#### What is being asked
Wherever a line below holds the word "junction", copy that line.

#### Listed entries
::::
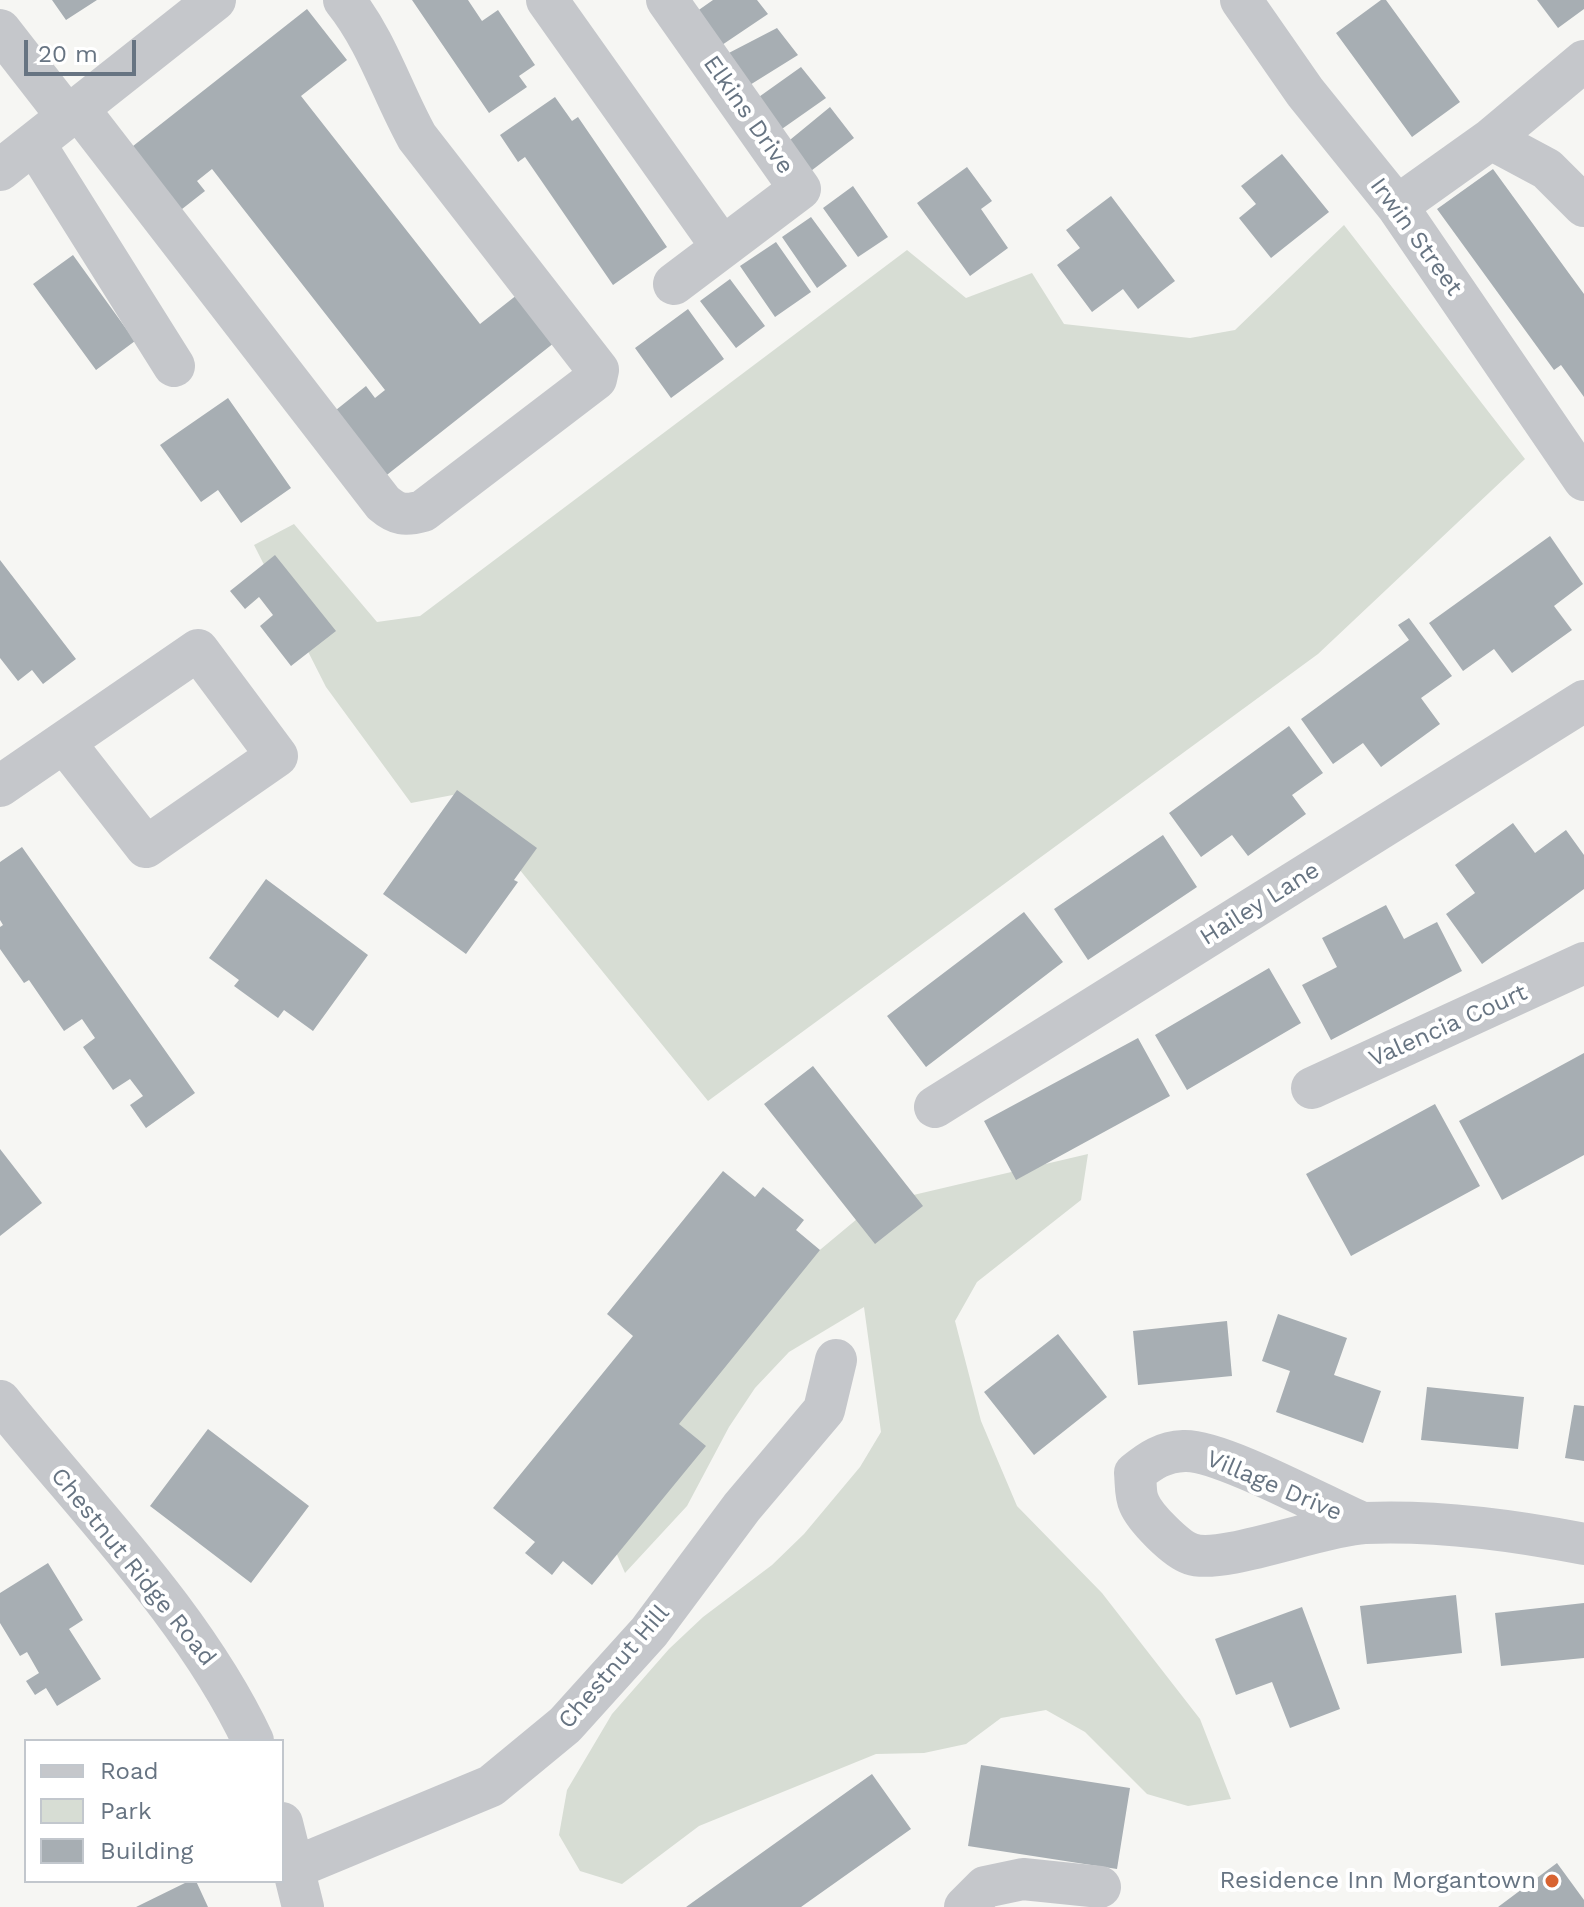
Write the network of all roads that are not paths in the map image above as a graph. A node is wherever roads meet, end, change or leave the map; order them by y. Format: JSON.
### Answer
{"nodes":[{"id":1,"x":215,"y":0,"type":"edge"},
{"id":2,"x":344,"y":0,"type":"edge"},
{"id":3,"x":547,"y":0,"type":"edge"},
{"id":4,"x":667,"y":0,"type":"edge"},
{"id":5,"x":1241,"y":0,"type":"edge"},
{"id":6,"x":5,"y":48,"type":"edge"},
{"id":7,"x":1584,"y":61,"type":"edge"},
{"id":8,"x":72,"y":112,"type":"junction"},
{"id":9,"x":1491,"y":139,"type":"junction"},
{"id":10,"x":34,"y":143,"type":"junction"},
{"id":11,"x":0,"y":170,"type":"edge"},
{"id":12,"x":1397,"y":206,"type":"junction"},
{"id":13,"x":1584,"y":206,"type":"edge"},
{"id":14,"x":722,"y":247,"type":"junction"},
{"id":15,"x":674,"y":284,"type":"dead end"},
{"id":16,"x":174,"y":366,"type":"dead end"},
{"id":17,"x":1584,"y":480,"type":"edge"},
{"id":18,"x":1584,"y":701,"type":"edge"},
{"id":19,"x":64,"y":742,"type":"junction"},
{"id":20,"x":0,"y":786,"type":"edge"},
{"id":21,"x":1584,"y":963,"type":"edge"},
{"id":22,"x":1312,"y":1088,"type":"dead end"},
{"id":23,"x":935,"y":1107,"type":"dead end"},
{"id":24,"x":836,"y":1360,"type":"dead end"},
{"id":25,"x":0,"y":1401,"type":"edge"},
{"id":26,"x":1362,"y":1523,"type":"dead end"},
{"id":27,"x":1584,"y":1544,"type":"edge"},
{"id":28,"x":252,"y":1739,"type":"edge"},
{"id":29,"x":284,"y":1831,"type":"edge"},
{"id":30,"x":299,"y":1887,"type":"edge"},
{"id":31,"x":1100,"y":1887,"type":"dead end"},
{"id":32,"x":965,"y":1907,"type":"edge"}],
"edges":[{"from":1,"to":8,"type":"street"},
{"from":2,"to":8,"type":"street"},
{"from":3,"to":14,"type":"street"},
{"from":4,"to":14,"type":"street","name":"Elkins Drive"},
{"from":5,"to":12,"type":"street","name":"Irwin Street"},
{"from":6,"to":8,"type":"street"},
{"from":7,"to":9,"type":"street"},
{"from":8,"to":10,"type":"street"},
{"from":9,"to":12,"type":"street"},
{"from":9,"to":13,"type":"street"},
{"from":10,"to":11,"type":"street"},
{"from":10,"to":16,"type":"street"},
{"from":12,"to":17,"type":"street","name":"Irwin Street"},
{"from":14,"to":15,"type":"street","name":"Elkins Drive"},
{"from":18,"to":23,"type":"street","name":"Hailey Lane"},
{"from":19,"to":19,"type":"street"},
{"from":19,"to":20,"type":"street"},
{"from":21,"to":22,"type":"street","name":"Valencia Court"},
{"from":24,"to":30,"type":"street","name":"Chestnut Hill"},
{"from":25,"to":28,"type":"street","name":"Chestnut Ridge Road"},
{"from":26,"to":27,"type":"street","name":"Village Drive"},
{"from":29,"to":30,"type":"street"},
{"from":31,"to":32,"type":"street"}]}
::::
#### Task result
{"id":8,"x":72,"y":112,"type":"junction"},
{"id":9,"x":1491,"y":139,"type":"junction"},
{"id":10,"x":34,"y":143,"type":"junction"},
{"id":12,"x":1397,"y":206,"type":"junction"},
{"id":14,"x":722,"y":247,"type":"junction"},
{"id":19,"x":64,"y":742,"type":"junction"},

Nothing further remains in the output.